- RECORDS FOR THIS EXERCISE
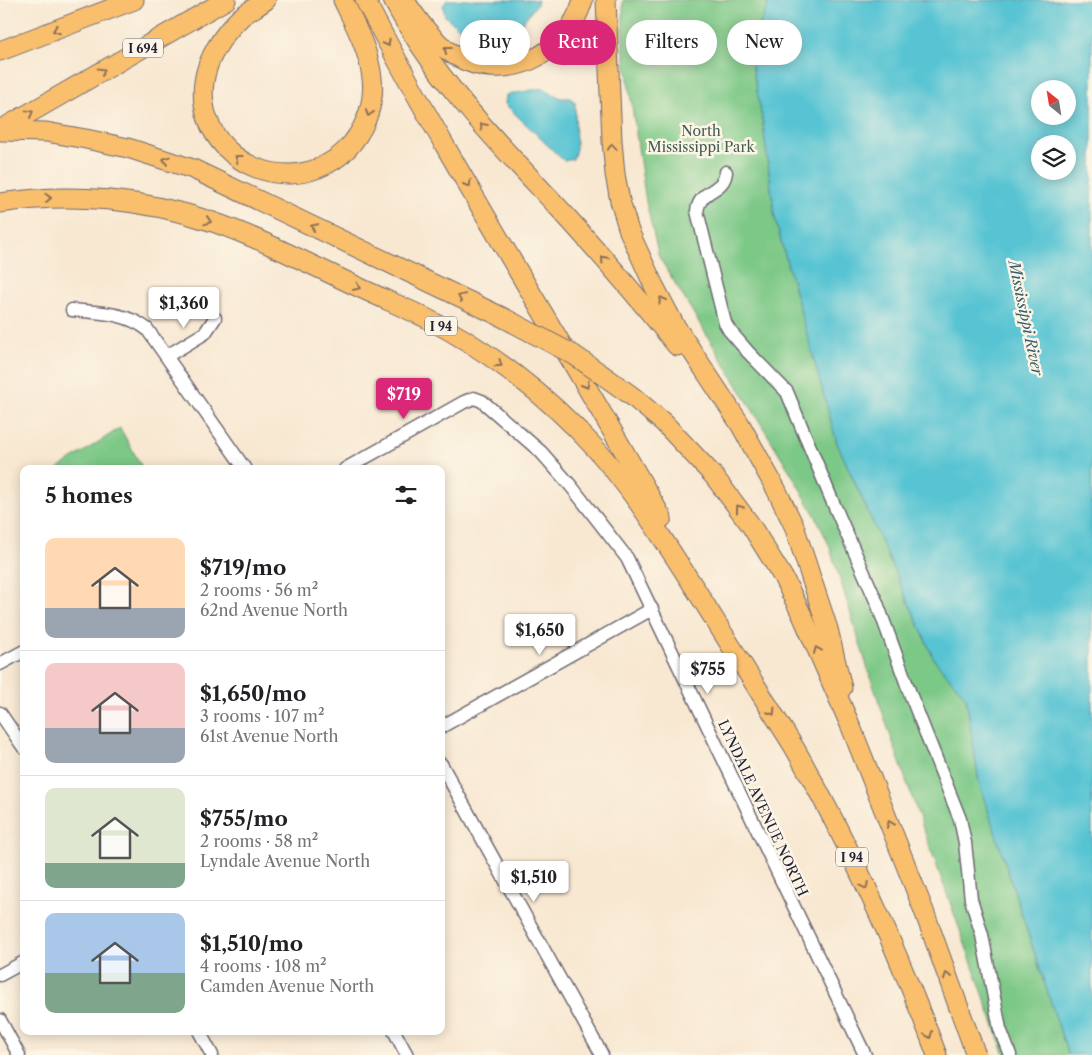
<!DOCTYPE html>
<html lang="en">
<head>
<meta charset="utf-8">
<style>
  body { margin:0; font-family:"Libre Caslon Text",serif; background:#f6f6f6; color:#202124; height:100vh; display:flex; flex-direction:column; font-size:19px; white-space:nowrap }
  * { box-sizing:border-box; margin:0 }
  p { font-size:16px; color:#757577 }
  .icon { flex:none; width:28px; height:28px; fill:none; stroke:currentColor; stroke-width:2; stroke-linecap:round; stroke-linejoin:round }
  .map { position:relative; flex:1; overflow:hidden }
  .drawer { position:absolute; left:20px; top:465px; width:425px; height:570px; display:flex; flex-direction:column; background:#fff; border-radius:10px; box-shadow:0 2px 12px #0003 }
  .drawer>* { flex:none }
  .banner { position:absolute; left:460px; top:20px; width:475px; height:45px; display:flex; gap:10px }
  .needle { width:32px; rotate:330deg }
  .tools { position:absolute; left:1031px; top:80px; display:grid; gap:10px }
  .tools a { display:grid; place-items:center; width:45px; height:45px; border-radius:50%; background:#fff; box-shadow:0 2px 12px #0003; font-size:25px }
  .price { position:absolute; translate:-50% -42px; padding:0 11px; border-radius:5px; background:#fff; color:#222; font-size:16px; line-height:32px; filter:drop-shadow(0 1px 2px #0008) }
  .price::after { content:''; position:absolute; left:50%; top:30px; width:15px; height:11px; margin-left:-8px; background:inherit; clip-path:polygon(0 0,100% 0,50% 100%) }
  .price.current { background:#db2777; color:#fff }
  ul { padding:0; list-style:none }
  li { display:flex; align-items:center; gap:15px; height:125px; padding:0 25px }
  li+li { border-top:1px solid #e0e0e0 }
  li span { display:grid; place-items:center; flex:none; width:140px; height:100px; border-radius:10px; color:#555 }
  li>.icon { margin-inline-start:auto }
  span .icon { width:60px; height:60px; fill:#fffc; stroke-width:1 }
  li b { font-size:21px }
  h2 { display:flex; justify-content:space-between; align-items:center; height:60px; padding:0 25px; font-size:21px }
  .pill { padding:0 18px; border-radius:22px; background:#fff; box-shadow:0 2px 12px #0003; font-size:18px; line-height:45px }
  .pill.current { background:#db2777; color:#fff }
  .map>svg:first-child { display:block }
</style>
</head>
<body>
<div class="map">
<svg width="1092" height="1055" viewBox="0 0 1092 1055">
  <rect width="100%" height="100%" fill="#fcf5e5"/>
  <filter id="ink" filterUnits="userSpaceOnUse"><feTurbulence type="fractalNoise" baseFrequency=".02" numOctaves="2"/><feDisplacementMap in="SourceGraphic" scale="10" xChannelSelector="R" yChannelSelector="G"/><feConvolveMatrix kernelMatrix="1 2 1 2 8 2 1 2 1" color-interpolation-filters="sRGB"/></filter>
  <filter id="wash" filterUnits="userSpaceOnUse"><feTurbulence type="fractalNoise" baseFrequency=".0096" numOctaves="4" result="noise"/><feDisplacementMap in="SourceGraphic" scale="20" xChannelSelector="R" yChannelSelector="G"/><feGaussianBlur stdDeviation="1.12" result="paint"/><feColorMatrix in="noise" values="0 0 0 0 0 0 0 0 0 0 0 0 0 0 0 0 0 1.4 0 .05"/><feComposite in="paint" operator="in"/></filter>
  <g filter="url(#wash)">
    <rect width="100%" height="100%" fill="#f8e8d2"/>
    <g fill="#7cc886" stroke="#4f7560">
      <polygon points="623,0 770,0 758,29 751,59 763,124 775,219 837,443 935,661 966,696 979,783 1068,1055 1005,1055 909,789 872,682 829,545 816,517 791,473 659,257 646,202 623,45"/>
      <polygon points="120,428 143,469 57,469"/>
    </g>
    <g fill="#59c4d3" stroke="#3e7387" fill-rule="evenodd">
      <polygon points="447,0 538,0 537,4 517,29 490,36 464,32 445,16 443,6"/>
      <path d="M770 0H1087L1092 24V1055H1068L979 783 966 697 935 661 837 443 775 219 763 124 751 59 758 29ZM1040 89H1068V116H1040ZM1040 144H1068V171H1040Z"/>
      <polygon points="542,88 561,98 570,98 575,102 576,149 573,159 564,161 505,104 506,95"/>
    </g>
  </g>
  <g filter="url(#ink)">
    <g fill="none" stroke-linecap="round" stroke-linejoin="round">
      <g stroke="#6d6770" stroke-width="15">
        <g id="minor">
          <path d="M726 172C724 193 700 188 697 211L725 323 729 330 748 352 787 392 831 498 877 603 911 696 960 819 965 843 971 899 982 935 1000 1029 1010 1055"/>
          <path d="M72 310C99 313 125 312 147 329L245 469"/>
          <polyline points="167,356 205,333 215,318"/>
          <polyline points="345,469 464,402 474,398 482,401 541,452 571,486 627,558 865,1055"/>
          <polyline points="0,664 24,651"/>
          <polyline points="0,713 24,748"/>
          <polyline points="441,727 652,609"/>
          <polyline points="441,764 602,1055"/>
          <polyline points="0,975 24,962"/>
          <polyline points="0,1020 19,1055"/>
          <polyline points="199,1031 212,1055"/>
          <polyline points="394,1031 407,1055"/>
        </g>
      </g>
      <g stroke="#6d6770" stroke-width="21">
        <g id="highway">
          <path d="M266 0C258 6 249 11 241 17 223 34 207 58 204 82 197 134 240 175 291 174 315 173 339 161 353 142 367 124 375 101 372 78 369 51 355 25 343 0"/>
          <path d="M365 0C457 177 565 344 662 518"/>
          <path d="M393 0C434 78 496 141 556 205 598 251 638 297 677 346"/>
          <polyline points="606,0 612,141 615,174 620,201 629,231 654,286 674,324 740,424 776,489 794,526 828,629 842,688"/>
          <path d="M405 1C418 20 433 42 454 55 505 86 567 55 583 0"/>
          <polyline points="0,51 134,0"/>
          <polyline points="0,130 226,0"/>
          <polyline points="0,131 46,132 86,139 128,148 193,169 504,318"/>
          <path d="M0 203C71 192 145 199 213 222 262 239 307 263 354 285 377 296 401 306 424 317 487 349 547 395 595 448 634 491 664 541 696 590 729 642 761 695 794 747 850 845 897 949 937 1055"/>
          <polyline points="604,376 632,396 664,423 713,475 750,524 783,577 802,615 851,727 924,911 976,1055"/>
        </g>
      </g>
      <use href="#minor" stroke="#fff" stroke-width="12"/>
      <use href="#highway" stroke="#f9bf6d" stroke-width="19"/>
      <g stroke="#6d6770" stroke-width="21" stroke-linecap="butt">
        <polyline id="highway-bridge" points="504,318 574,355 604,376"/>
      </g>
      <use href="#highway-bridge" stroke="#f9bf6d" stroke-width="19"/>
    </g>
    <defs><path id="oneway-chevron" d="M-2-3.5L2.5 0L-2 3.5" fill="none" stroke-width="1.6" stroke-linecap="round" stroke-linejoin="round" transform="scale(1.25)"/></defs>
    <g stroke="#8e7054">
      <use href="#oneway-chevron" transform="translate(56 30) rotate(159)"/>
      <use href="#oneway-chevron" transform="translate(387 43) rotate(62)"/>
      <use href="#oneway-chevron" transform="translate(447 50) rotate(-143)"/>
      <use href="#oneway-chevron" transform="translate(102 71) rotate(-30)"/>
      <use href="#oneway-chevron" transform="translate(30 113) rotate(-30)"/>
      <use href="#oneway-chevron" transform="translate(369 113) rotate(107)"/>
      <use href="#oneway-chevron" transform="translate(483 126) rotate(-132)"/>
      <use href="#oneway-chevron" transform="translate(612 147) rotate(-94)"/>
      <use href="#oneway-chevron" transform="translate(238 158) rotate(-143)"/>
      <use href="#oneway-chevron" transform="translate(166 160) rotate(-162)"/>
      <use href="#oneway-chevron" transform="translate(468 184) rotate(60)"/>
      <use href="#oneway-chevron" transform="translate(48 198) rotate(-2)"/>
      <use href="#oneway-chevron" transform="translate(208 221) rotate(18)"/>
      <use href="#oneway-chevron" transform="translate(314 227) rotate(-154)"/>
      <use href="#oneway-chevron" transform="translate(604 259) rotate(-132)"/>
      <use href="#oneway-chevron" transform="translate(357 287) rotate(25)"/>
      <use href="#oneway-chevron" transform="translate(461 297) rotate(-154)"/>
      <use href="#oneway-chevron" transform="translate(662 300) rotate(-118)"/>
      <use href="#oneway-chevron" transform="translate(499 364) rotate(35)"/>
      <use href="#oneway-chevron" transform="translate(586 385) rotate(60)"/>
      <use href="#oneway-chevron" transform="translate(739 508) rotate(-126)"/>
      <use href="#oneway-chevron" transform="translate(817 650) rotate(-113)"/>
      <use href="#oneway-chevron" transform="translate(772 712) rotate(58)"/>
      <use href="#oneway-chevron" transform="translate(890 824) rotate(-112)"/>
      <use href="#oneway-chevron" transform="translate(865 886) rotate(65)"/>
      <use href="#oneway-chevron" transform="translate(947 976) rotate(-110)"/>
      <use href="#oneway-chevron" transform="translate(929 1035) rotate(69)"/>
    </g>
  </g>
  <g text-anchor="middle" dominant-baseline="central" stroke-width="5" stroke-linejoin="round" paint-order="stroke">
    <g fill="#fcf5e5" stroke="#63616e" stroke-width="1">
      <rect x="123" y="38.5" width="40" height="19" rx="4"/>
      <rect x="425" y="316.5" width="32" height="19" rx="4"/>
      <rect x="836" y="847.5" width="32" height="19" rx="4"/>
    </g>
    <g font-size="12" font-weight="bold" fill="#22223b">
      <text x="143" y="48">I 694</text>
      <text x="441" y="326">I 94</text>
      <text x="852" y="857">I 94</text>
    </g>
    <g font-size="14" fill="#425c55" stroke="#fcf5e5">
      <text x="701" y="131">North<tspan x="701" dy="16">Mississippi Park</tspan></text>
    </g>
    <g font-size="14" fill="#22223b" stroke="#fcf5e5">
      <text transform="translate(763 808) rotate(65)">LYNDALE AVENUE NORTH</text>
    </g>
    <g font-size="15" font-style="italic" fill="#355b70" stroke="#fcf5e5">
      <text transform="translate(1026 318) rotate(78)">Mississippi River</text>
    </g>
  </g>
</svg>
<div class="tools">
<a><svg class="needle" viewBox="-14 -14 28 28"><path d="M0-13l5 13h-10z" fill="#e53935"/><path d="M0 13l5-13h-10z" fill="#757577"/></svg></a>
<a><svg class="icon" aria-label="layers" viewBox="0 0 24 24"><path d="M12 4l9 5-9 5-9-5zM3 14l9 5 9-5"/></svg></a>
</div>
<b class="price" style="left:184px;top:329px">$1,360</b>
<b class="price current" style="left:404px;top:420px">$719</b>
<b class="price" style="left:540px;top:656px">$1,650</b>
<b class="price" style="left:708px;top:695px">$755</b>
<b class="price" style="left:534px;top:903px">$1,510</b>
<div class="banner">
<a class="pill">Buy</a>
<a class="pill current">Rent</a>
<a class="pill">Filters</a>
<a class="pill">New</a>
</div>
<section class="drawer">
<h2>5 homes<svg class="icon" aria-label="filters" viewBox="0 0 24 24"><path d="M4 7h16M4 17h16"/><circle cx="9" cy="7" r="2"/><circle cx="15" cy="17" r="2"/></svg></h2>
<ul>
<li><span style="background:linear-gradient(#ffd9b3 70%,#9aa5b1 0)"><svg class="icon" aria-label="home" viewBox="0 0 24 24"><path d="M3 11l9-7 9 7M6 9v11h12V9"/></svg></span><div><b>$719/mo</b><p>2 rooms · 56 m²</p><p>62nd Avenue North</p></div></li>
<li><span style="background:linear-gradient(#f6c9c9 65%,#9aa5b1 0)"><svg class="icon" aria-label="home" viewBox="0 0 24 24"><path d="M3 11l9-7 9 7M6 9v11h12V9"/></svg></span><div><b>$1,650/mo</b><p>3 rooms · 107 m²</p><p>61st Avenue North</p></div></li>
<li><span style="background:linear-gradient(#dfe7d0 75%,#7fa58c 0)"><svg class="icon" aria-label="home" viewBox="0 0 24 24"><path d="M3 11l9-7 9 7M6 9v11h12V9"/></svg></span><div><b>$755/mo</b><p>2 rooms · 58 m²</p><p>Lyndale Avenue North</p></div></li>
<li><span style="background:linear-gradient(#a9c7e8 60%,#7fa58c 0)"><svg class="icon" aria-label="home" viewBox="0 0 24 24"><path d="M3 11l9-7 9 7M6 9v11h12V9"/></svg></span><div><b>$1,510/mo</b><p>4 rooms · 108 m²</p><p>Camden Avenue North</p></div></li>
</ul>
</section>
</div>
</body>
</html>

- REQUIRED ACTION
How many lines of the listing include the string "SourceGraphic"? Respond with the number only.

- WRITTEN RESPONSE
2